A propaganda na mídia de bebidas alcoólicas com graduação alcoólica igual ou superior a 0,5 Graus Gay-Lussac, que inclui a linha de cervejas, pode estar com os dias contados. A medida está pronta para ser votada pela Comissão dos Assuntos Sociais (CAS). O objetivo do Projeto de Lei da Câmara (PLC) 83/2015 é diminuir o consumo de álcool no País.
Pela atual redação da legislação, a restrição só é aplicada às bebidas com teor alcoólico superior a 13 graus Gay-Lussac, o que contraria a Constituição Federal (artigo 220, parágrafo 3º, II) e contribui para o consumo indevido de bebidas alcoólicas por crianças e adolescentes.
“Notamos que todo esse artefato da indústria da propaganda tem mesmo grande influência no poder de decisão das pessoas, principalmente no que diz respeito aos comerciais televisivos.

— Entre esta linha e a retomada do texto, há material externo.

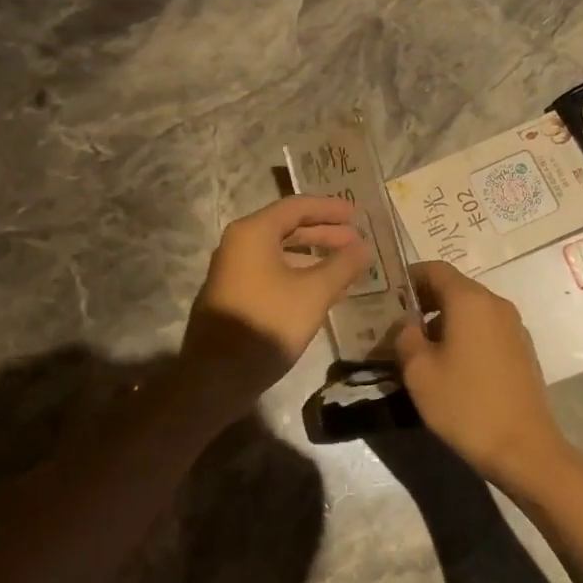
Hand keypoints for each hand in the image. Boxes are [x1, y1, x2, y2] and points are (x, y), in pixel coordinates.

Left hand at [181, 196, 373, 412]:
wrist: (218, 375)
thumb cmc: (268, 323)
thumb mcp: (314, 293)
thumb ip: (342, 265)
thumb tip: (364, 247)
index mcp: (253, 232)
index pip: (296, 206)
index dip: (330, 209)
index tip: (357, 215)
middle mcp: (238, 244)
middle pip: (287, 228)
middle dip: (324, 233)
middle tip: (357, 241)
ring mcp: (233, 271)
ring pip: (280, 253)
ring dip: (313, 257)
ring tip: (345, 267)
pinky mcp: (234, 295)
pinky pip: (271, 273)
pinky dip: (298, 274)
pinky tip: (322, 292)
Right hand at [391, 261, 580, 497]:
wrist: (523, 448)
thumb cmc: (465, 404)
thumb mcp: (419, 371)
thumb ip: (405, 337)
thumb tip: (406, 326)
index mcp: (470, 300)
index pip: (435, 269)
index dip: (409, 276)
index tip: (387, 294)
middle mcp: (496, 304)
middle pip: (454, 287)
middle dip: (424, 300)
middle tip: (396, 323)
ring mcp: (513, 327)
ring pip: (471, 309)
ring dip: (443, 319)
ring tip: (419, 347)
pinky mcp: (521, 349)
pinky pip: (485, 328)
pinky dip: (464, 334)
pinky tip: (449, 364)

Prova de que a estratégia vem dando certo, foi uma pesquisa feita com crianças há pouco tempo que indagava os pequenos sobre qual propaganda eles mais se lembravam. E a resposta foi surpreendente: não foram brinquedos ou doces que mais chamaram a atenção desse público na televisão. A propaganda que eles mais se recordaram era a de uma marca de cerveja que trazia um caranguejo que dizia “nanananan” e que encantou esse público”, comenta a psiquiatra Alessandra Diehl, que também é vice-presidente da Associação Brasileira de Estudos sobre o Álcool e outras Drogas (Abead).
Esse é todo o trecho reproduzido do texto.